"You can lock up the rest of the house and go to bed, Liddy," I said
severely. "You give me the creeps standing there. A woman of your age
ought to have better sense." It usually braces Liddy to mention her
age: she owns to forty--which is absurd. Her mother cooked for my
grandfather, and Liddy must be at least as old as I. But that night
she refused to brace.
"You're not going to ask me to lock up, Miss Rachel!" she quavered.
"Why, there's a dozen French windows in the drawing-room and the
billiard-room wing, and every one opens on a porch. And Mary Anne said
that last night there was a man standing by the stable when she locked
the kitchen door."
"Mary Anne was a fool," I said sternly. "If there had been a man
there, she would have had him in the kitchen and been feeding him what
was left from dinner, inside of an hour, from force of habit. Now
don't be ridiculous. Lock up the house and go to bed. I am going to
read."
But Liddy set her lips tight and stood still.
"I'm not going to bed," she said. "I am going to pack up, and
to-morrow I am going to leave."
"You'll do nothing of the sort," I snapped. Liddy and I often desire
to part company, but never at the same time. "If you are afraid, I
will go with you, but for goodness' sake don't try to hide behind me."
The house was a typical summer residence on an extensive scale.
Wherever possible, on the first floor, the architect had done away with
partitions, using arches and columns instead. The effect was cool and
spacious, but scarcely cozy. As Liddy and I went from one window to
another, our voices echoed back at us uncomfortably.
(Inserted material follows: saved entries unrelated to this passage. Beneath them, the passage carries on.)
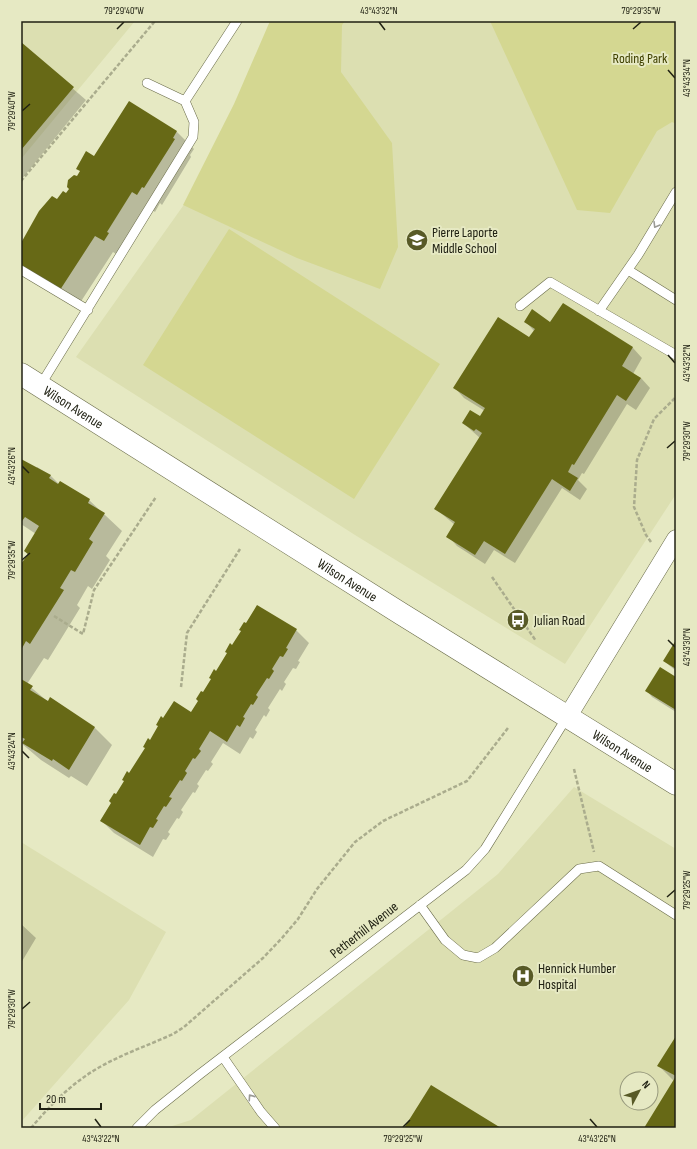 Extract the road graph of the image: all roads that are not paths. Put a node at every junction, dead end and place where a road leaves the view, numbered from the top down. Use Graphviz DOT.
graph roads {
  1 [pos="237,21"];
  2 [pos="147,83"];
  3 [pos="185,101"];
  4 [pos="676,192"];
  5 [pos="21,270"];
  6 [pos="628,270"];
  7 [pos="676,300"];
  8 [pos="520,306"];
  9 [pos="88,310"];
  10 [pos="599,311"];
  11 [pos="676,355"];
  12 [pos="21,374"];
  13 [pos="40,386"];
  14 [pos="676,539"];
  15 [pos="568,716"];
  16 [pos="676,784"];
  17 [pos="420,905"];
  18 [pos="676,915"];
  19 [pos="223,1057"];
  20 [pos="136,1128"];
  21 [pos="275,1128"];
  1 -- 3 [label="lane"];
  2 -- 3 [label="lane"];
  3 -- 9 [label="lane"];
  4 -- 6 [label="lane, one-way"];
  5 -- 9 [label="lane"];
  6 -- 7 [label="lane"];
  6 -- 10 [label="lane"];
  8 -- 10 [label="lane"];
  9 -- 13 [label="lane"];
  10 -- 11 [label="lane"];
  12 -- 13 [label="main road, Wilson Avenue"];
  13 -- 15 [label="main road, Wilson Avenue"];
  14 -- 15 [label="street"];
  15 -- 16 [label="main road, Wilson Avenue"];
  15 -- 17 [label="lane, Petherhill Avenue"];
  17 -- 18 [label="lane"];
  17 -- 19 [label="lane, Petherhill Avenue"];
  19 -- 20 [label="lane, Petherhill Avenue"];
  21 -- 19 [label="lane, one-way"];
}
There was plenty
of light--the electric plant down in the village supplied us--but there
were long vistas of polished floor, and mirrors which reflected us from
unexpected corners, until I felt some of Liddy's foolishness
communicate itself to me.
The house was very long, a rectangle in general form, with the main
entrance in the center of the long side. The brick-paved entry opened
into a short hall to the right of which, separated only by a row of
pillars, was a huge living-room. Beyond that was the drawing-room, and
in the end, the billiard-room. Off the billiard-room, in the extreme
right wing, was a den, or card-room, with a small hall opening on the
east veranda, and from there went up a narrow circular staircase.
Halsey had pointed it out with delight.